* **Records drawn from a dataset**:
======
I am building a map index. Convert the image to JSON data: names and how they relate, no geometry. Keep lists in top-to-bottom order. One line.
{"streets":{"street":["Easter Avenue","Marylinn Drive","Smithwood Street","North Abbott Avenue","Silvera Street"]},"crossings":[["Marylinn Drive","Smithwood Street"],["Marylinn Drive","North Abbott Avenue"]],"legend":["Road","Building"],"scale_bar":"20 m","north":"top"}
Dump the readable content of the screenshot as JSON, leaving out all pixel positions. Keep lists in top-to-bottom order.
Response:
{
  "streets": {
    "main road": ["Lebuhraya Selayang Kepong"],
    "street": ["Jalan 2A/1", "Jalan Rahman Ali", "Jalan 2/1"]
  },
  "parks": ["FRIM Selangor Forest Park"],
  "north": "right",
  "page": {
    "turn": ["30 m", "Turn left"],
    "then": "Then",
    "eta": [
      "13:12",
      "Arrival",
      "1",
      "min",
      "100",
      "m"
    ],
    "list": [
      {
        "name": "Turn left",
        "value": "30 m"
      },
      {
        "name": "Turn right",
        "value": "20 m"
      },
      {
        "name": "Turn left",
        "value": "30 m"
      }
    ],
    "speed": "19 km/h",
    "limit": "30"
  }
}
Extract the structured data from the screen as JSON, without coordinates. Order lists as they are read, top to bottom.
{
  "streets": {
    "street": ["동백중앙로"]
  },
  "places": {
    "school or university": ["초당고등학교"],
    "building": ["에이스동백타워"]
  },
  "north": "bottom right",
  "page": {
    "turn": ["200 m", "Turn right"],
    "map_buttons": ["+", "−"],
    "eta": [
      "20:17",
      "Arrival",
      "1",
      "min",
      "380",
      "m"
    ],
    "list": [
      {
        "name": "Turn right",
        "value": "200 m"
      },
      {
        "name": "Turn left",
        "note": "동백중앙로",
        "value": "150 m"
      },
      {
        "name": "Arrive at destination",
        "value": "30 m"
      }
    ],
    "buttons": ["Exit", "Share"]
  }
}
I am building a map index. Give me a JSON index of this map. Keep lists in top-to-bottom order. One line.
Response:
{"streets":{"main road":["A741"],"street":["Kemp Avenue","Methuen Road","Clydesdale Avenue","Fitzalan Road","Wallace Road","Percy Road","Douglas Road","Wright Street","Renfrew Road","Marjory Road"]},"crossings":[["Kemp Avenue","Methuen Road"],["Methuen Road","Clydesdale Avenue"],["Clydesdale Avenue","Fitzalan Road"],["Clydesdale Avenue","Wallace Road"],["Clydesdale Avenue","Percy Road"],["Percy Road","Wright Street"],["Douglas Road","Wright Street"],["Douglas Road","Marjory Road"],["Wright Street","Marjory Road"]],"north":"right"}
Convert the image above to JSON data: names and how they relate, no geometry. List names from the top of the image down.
======
* **ABOUT THIS TASK**:
The whole of the data above must be given again, unaltered and complete.

* **RESPONSE TO THE TASK**:
I am building a map index. Convert the image to JSON data: names and how they relate, no geometry. Keep lists in top-to-bottom order. One line.
{"streets":{"street":["Easter Avenue","Marylinn Drive","Smithwood Street","North Abbott Avenue","Silvera Street"]},"crossings":[["Marylinn Drive","Smithwood Street"],["Marylinn Drive","North Abbott Avenue"]],"legend":["Road","Building"],"scale_bar":"20 m","north":"top"}
Dump the readable content of the screenshot as JSON, leaving out all pixel positions. Keep lists in top-to-bottom order.
Response:
{
  "streets": {
    "main road": ["Lebuhraya Selayang Kepong"],
    "street": ["Jalan 2A/1", "Jalan Rahman Ali", "Jalan 2/1"]
  },
  "parks": ["FRIM Selangor Forest Park"],
  "north": "right",
  "page": {
    "turn": ["30 m", "Turn left"],
    "then": "Then",
    "eta": [
      "13:12",
      "Arrival",
      "1",
      "min",
      "100",
      "m"
    ],
    "list": [
      {
        "name": "Turn left",
        "value": "30 m"
      },
      {
        "name": "Turn right",
        "value": "20 m"
      },
      {
        "name": "Turn left",
        "value": "30 m"
      }
    ],
    "speed": "19 km/h",
    "limit": "30"
  }
}
Extract the structured data from the screen as JSON, without coordinates. Order lists as they are read, top to bottom.
{
  "streets": {
    "street": ["동백중앙로"]
  },
  "places": {
    "school or university": ["초당고등학교"],
    "building": ["에이스동백타워"]
  },
  "north": "bottom right",
  "page": {
    "turn": ["200 m", "Turn right"],
    "map_buttons": ["+", "−"],
    "eta": [
      "20:17",
      "Arrival",
      "1",
      "min",
      "380",
      "m"
    ],
    "list": [
      {
        "name": "Turn right",
        "value": "200 m"
      },
      {
        "name": "Turn left",
        "note": "동백중앙로",
        "value": "150 m"
      },
      {
        "name": "Arrive at destination",
        "value": "30 m"
      }
    ],
    "buttons": ["Exit", "Share"]
  }
}
I am building a map index. Give me a JSON index of this map. Keep lists in top-to-bottom order. One line.
Response:
{"streets":{"main road":["A741"],"street":["Kemp Avenue","Methuen Road","Clydesdale Avenue","Fitzalan Road","Wallace Road","Percy Road","Douglas Road","Wright Street","Renfrew Road","Marjory Road"]},"crossings":[["Kemp Avenue","Methuen Road"],["Methuen Road","Clydesdale Avenue"],["Clydesdale Avenue","Fitzalan Road"],["Clydesdale Avenue","Wallace Road"],["Clydesdale Avenue","Percy Road"],["Percy Road","Wright Street"],["Douglas Road","Wright Street"],["Douglas Road","Marjory Road"],["Wright Street","Marjory Road"]],"north":"right"}
Convert the image above to JSON data: names and how they relate, no geometry. List names from the top of the image down.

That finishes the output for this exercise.